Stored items
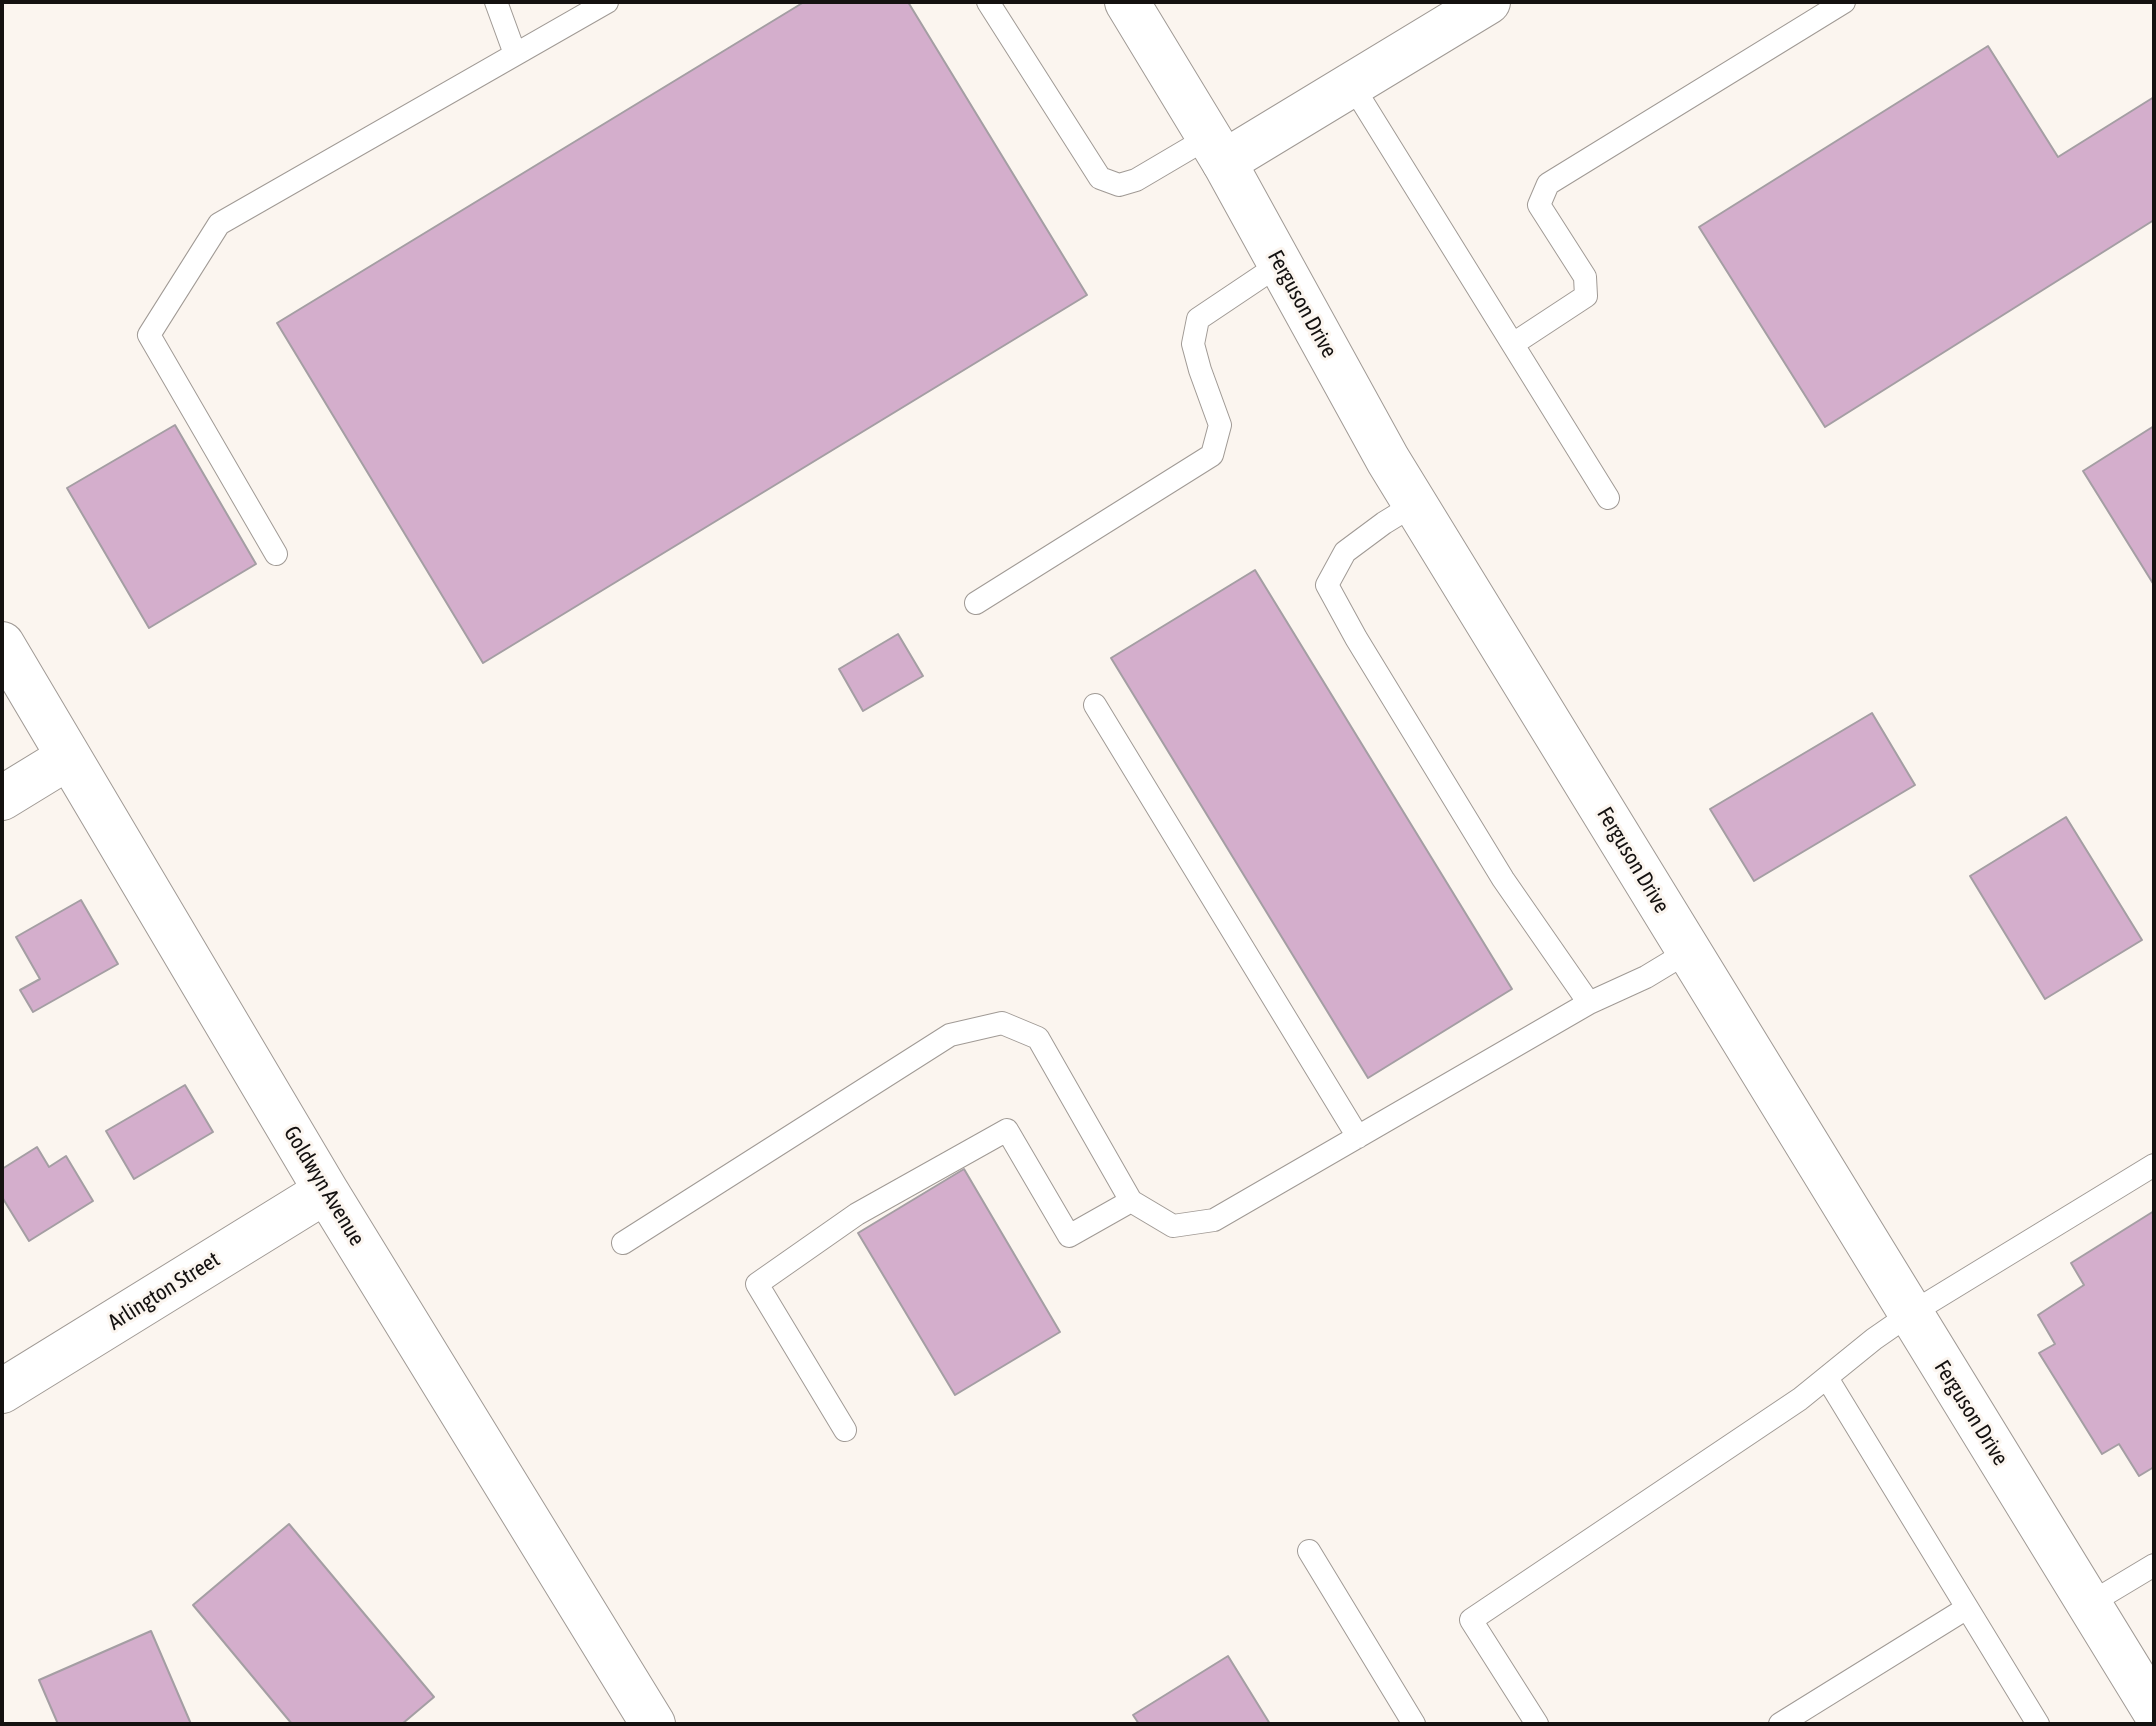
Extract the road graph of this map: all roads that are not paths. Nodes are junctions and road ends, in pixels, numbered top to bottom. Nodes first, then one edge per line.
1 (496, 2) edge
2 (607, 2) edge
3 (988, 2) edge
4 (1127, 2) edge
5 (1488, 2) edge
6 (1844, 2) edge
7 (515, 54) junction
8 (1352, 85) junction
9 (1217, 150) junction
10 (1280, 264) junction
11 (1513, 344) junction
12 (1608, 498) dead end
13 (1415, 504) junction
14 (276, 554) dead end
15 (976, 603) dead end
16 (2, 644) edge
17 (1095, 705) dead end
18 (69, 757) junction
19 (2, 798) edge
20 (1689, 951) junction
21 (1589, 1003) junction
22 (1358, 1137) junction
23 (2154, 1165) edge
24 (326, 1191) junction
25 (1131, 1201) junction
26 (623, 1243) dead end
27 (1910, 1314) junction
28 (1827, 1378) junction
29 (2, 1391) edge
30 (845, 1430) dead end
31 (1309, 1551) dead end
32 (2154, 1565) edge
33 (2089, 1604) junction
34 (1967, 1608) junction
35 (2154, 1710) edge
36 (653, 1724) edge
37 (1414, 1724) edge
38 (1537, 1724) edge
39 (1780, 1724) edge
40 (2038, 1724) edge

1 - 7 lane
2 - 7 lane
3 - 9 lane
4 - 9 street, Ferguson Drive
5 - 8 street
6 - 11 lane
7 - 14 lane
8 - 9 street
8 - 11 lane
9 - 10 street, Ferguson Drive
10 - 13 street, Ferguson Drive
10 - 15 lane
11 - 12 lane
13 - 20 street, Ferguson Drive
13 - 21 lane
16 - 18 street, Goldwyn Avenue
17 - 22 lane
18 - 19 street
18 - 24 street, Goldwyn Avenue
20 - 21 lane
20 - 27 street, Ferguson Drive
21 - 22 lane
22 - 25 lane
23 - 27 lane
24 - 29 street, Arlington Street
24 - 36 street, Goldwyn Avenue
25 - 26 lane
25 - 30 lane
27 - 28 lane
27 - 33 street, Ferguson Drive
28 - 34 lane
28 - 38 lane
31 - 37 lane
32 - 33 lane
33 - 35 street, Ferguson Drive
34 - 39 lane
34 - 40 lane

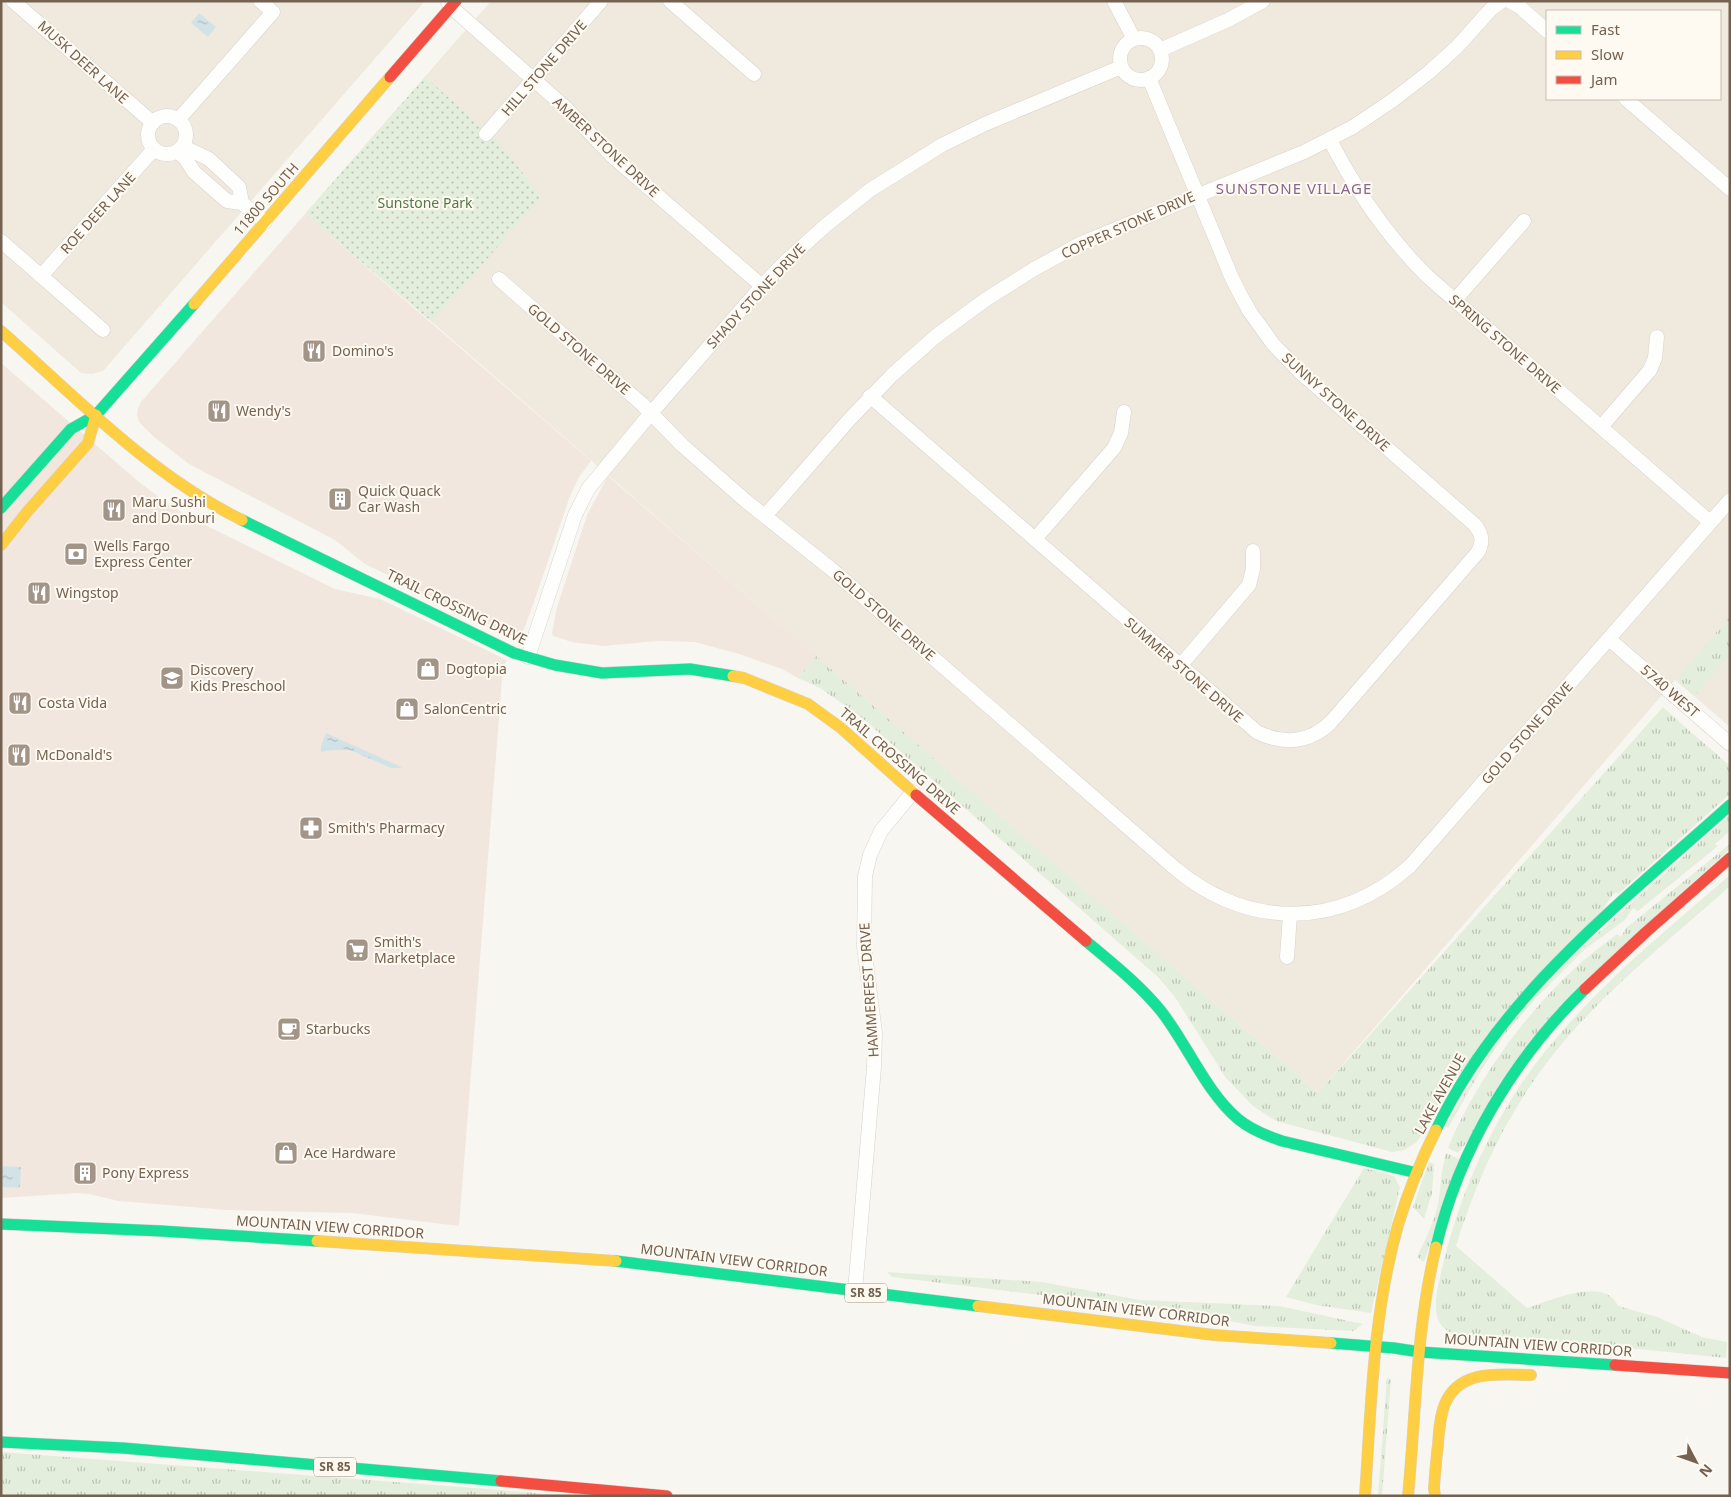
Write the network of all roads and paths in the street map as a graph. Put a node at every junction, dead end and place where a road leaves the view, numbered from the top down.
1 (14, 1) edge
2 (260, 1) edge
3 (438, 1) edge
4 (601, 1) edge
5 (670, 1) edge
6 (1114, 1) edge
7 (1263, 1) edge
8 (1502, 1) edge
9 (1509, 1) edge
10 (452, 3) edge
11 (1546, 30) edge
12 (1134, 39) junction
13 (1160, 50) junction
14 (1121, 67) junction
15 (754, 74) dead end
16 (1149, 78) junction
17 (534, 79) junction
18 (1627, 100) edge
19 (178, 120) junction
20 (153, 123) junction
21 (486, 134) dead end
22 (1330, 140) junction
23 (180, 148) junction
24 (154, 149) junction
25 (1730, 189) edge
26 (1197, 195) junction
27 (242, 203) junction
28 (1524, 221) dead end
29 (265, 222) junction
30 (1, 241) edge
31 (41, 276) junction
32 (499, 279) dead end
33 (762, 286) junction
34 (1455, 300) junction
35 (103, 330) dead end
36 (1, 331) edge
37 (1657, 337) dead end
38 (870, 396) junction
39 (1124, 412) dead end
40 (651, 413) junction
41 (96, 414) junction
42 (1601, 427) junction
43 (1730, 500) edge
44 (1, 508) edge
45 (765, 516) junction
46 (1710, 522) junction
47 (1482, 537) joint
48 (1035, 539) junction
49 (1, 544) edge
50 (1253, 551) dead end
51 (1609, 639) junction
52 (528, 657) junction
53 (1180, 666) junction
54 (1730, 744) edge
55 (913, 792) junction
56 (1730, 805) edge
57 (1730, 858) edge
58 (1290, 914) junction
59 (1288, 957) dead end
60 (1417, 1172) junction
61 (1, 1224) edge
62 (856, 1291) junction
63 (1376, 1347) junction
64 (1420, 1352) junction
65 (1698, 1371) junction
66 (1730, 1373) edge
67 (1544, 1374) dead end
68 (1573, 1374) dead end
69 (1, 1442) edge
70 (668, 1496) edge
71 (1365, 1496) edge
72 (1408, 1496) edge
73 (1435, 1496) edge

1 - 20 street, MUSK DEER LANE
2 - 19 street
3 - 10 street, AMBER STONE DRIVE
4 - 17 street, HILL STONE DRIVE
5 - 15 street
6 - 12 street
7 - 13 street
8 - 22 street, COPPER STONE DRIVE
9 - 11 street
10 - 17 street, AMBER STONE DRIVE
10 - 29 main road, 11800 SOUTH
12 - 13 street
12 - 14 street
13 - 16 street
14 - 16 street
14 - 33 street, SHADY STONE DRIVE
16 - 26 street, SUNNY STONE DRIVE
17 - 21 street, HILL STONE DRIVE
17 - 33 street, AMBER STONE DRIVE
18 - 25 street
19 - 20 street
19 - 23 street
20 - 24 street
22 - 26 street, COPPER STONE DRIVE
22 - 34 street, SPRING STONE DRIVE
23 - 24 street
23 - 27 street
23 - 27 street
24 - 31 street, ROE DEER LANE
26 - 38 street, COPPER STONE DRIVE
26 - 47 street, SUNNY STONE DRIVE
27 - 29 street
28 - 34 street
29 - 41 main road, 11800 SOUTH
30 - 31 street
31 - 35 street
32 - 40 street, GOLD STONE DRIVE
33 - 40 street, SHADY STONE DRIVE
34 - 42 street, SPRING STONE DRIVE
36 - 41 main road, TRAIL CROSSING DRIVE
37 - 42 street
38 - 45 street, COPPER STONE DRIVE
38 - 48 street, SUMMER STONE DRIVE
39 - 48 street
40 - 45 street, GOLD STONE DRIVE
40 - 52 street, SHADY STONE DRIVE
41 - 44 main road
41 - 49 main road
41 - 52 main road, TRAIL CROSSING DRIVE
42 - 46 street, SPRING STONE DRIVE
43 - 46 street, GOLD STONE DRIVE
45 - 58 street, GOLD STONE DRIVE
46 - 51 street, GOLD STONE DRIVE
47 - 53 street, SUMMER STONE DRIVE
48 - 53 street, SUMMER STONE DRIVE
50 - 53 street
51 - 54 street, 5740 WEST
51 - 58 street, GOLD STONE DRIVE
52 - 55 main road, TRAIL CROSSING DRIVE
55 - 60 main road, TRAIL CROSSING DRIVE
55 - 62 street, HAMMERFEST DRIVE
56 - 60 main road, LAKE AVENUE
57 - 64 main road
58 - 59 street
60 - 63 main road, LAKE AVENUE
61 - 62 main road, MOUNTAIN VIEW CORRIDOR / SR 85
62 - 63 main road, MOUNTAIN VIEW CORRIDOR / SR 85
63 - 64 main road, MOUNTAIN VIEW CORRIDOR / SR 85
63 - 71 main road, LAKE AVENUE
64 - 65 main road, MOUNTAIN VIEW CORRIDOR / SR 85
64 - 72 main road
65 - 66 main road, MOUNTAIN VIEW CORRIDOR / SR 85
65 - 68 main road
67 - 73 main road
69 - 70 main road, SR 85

| WHAT THE TASK ASKS |
Your response should be the lines of the entries above that include the string "SOUTH".

| ANSWER FOR THE TASK |
10 - 29 main road, 11800 SOUTH
29 - 41 main road, 11800 SOUTH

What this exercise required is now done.